Девочка лет десяти бочком протиснулась в кухню и нерешительно поискала глазами, куда бы сесть. Наверное, мать за целебной мазью прислала, но смелости отрывать злобно сверкающую глазами ведьму с не дожёванным груздем во рту от его дожёвывания ребёнку явно не хватало. Я ногой выдвинула из-под стола табуретку и кивнула на неё Алишке. Девочка нерешительно помялась на пороге, а потом вдруг присела, слегка расставив в стороны руки, крепко вцепившиеся в подол сарафана. Хорошо, что груздь я всё-таки прожевать успела.

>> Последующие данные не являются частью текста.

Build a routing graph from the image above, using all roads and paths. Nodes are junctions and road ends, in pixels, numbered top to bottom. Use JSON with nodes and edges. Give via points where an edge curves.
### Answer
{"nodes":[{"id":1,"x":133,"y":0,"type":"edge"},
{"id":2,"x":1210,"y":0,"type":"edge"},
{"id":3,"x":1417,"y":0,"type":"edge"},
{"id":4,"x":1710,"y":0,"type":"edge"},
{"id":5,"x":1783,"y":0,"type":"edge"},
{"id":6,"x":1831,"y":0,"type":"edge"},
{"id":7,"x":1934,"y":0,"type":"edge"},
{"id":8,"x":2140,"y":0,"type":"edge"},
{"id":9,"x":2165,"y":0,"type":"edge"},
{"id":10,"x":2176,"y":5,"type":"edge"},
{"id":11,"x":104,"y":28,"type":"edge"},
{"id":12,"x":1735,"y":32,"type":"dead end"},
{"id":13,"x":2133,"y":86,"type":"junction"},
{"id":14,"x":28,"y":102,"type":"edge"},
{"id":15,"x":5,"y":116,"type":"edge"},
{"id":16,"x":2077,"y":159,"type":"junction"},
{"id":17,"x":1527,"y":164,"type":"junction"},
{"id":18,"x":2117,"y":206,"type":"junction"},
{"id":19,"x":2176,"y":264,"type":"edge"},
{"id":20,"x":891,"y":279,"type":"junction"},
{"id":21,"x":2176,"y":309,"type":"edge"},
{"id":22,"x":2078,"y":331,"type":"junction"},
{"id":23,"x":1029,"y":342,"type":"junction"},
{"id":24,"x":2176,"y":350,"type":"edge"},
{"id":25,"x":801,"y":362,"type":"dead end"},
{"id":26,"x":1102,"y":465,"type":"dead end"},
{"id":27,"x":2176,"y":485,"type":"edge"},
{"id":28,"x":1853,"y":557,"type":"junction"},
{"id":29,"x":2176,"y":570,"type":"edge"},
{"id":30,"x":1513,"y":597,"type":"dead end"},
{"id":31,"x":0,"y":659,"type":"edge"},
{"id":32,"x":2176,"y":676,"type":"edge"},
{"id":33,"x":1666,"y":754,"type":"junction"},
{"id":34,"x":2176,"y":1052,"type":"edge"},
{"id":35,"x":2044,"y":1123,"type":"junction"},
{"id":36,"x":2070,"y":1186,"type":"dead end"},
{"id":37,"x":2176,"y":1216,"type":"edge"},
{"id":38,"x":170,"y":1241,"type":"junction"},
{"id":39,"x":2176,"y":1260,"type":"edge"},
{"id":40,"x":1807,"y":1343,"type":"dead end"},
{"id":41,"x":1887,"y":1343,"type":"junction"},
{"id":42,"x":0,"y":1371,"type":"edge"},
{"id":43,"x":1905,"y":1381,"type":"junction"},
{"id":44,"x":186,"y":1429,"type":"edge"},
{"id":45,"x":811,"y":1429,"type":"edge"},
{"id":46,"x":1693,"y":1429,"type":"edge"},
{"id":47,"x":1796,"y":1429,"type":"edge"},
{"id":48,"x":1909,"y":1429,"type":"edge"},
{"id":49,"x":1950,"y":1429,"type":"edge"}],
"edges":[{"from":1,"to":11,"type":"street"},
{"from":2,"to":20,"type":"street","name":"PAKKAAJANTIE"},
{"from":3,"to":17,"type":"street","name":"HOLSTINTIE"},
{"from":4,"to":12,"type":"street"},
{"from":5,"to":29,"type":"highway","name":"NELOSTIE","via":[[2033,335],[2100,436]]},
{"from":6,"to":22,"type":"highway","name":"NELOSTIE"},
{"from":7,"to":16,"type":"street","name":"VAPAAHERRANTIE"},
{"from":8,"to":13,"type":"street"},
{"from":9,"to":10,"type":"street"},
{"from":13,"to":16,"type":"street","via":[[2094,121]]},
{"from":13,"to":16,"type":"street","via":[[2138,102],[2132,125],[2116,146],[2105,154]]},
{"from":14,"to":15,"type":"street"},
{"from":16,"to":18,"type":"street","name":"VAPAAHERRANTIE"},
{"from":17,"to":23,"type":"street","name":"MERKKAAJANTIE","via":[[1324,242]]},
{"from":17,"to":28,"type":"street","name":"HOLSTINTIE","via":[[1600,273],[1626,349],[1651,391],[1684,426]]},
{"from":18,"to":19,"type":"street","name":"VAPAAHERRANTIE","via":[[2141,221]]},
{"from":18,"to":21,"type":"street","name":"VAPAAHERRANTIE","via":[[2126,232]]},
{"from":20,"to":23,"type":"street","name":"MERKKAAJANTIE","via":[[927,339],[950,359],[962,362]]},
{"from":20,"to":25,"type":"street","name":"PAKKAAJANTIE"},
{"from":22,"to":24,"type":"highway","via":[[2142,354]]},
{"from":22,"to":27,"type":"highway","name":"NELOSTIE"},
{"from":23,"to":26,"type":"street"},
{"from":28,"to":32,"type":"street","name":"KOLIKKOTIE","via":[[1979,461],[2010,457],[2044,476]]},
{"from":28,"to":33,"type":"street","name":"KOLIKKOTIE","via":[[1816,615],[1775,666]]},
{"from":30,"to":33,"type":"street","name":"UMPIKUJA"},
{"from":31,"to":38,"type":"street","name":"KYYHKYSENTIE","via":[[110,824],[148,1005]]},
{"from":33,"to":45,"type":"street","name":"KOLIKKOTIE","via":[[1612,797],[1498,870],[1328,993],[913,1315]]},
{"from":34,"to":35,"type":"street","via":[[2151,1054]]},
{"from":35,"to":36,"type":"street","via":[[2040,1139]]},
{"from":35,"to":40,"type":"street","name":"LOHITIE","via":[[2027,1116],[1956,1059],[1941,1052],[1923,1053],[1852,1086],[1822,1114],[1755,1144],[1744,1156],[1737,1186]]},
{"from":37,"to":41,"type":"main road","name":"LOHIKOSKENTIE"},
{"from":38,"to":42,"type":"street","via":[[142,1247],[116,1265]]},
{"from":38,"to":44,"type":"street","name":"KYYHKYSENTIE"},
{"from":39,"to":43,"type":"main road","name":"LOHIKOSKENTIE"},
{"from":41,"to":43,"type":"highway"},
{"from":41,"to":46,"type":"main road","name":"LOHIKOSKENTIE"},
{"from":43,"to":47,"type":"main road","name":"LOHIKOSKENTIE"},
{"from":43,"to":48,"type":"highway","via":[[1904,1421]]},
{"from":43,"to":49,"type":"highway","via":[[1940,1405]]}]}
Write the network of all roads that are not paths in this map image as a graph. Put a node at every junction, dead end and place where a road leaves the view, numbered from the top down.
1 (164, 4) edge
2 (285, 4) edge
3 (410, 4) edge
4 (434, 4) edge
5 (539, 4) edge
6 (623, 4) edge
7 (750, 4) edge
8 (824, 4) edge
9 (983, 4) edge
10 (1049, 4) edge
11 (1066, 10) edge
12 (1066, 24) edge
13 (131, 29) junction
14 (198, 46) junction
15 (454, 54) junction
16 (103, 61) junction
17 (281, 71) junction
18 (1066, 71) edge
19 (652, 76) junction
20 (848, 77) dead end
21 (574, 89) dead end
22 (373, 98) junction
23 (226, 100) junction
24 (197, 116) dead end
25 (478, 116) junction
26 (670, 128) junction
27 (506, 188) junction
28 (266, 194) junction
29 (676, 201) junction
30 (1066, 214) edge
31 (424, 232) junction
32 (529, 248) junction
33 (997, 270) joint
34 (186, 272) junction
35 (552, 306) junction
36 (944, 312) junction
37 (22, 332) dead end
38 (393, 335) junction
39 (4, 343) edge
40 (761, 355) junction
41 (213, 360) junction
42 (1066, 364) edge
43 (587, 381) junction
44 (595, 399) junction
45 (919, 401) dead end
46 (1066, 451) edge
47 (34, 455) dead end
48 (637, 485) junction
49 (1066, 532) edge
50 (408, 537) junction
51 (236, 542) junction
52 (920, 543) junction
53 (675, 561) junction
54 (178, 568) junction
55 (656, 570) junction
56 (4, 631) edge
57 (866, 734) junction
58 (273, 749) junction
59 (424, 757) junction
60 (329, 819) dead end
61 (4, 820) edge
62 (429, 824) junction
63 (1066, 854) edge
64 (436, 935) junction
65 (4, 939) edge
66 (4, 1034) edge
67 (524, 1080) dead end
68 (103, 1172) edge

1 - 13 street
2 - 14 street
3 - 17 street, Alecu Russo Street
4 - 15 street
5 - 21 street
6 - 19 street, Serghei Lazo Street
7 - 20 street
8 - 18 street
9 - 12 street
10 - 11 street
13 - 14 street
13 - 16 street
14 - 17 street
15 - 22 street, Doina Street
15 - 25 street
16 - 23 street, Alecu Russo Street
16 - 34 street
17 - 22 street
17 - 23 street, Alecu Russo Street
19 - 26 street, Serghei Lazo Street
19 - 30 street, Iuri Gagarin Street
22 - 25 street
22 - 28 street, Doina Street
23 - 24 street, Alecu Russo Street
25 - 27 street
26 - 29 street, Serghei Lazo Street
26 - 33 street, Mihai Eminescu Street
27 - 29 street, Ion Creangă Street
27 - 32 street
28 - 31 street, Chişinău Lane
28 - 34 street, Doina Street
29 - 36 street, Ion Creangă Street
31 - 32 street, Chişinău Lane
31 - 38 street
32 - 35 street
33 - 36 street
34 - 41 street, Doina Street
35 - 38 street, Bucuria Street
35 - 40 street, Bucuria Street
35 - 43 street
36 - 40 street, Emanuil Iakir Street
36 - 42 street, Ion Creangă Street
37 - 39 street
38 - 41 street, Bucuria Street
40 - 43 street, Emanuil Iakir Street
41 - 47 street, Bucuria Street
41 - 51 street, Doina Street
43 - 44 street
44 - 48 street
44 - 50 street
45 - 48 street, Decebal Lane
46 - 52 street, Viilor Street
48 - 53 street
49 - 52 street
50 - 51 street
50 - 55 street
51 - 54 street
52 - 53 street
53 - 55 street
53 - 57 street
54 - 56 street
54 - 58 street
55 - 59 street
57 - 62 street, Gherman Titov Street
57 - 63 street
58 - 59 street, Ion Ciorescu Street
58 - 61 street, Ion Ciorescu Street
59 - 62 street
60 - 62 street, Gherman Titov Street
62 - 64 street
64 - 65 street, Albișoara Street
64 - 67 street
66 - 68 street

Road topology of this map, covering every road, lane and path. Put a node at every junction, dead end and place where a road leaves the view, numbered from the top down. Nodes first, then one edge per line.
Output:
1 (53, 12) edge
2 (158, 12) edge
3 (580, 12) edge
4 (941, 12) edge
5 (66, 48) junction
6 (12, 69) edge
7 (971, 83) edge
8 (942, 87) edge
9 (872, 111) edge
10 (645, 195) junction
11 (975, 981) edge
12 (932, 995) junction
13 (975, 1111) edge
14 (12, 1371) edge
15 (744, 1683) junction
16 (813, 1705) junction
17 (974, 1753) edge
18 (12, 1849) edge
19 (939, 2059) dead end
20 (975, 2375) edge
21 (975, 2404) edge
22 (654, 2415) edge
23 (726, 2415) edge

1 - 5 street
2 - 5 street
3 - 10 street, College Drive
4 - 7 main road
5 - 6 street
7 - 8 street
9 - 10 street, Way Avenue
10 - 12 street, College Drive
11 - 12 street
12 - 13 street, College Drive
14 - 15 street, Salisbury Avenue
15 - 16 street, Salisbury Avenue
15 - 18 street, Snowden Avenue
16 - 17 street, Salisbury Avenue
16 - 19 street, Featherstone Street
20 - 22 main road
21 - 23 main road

Иначе от удивления точно бы не в то горло пошёл.

— Это меня сестра научила, — отчаянно краснея, призналась дочь кузнеца в ответ на мой исполненный немого вопроса взгляд. — Называется… сейчас скажу… сейчас… — Она наморщила лоб, а когда это не помогло — нос, после чего громко произнесла по слогам, — мне-не-врас. Вот! Турашка сказала, что по правилам вежливости так надо здороваться, прощаться, благодарить, извиняться и просить что-нибудь сделать.

— А ты сейчас чего хотела? — на всякий случай уточнила я, понимая, что всё равно не понимаю, что это такое было.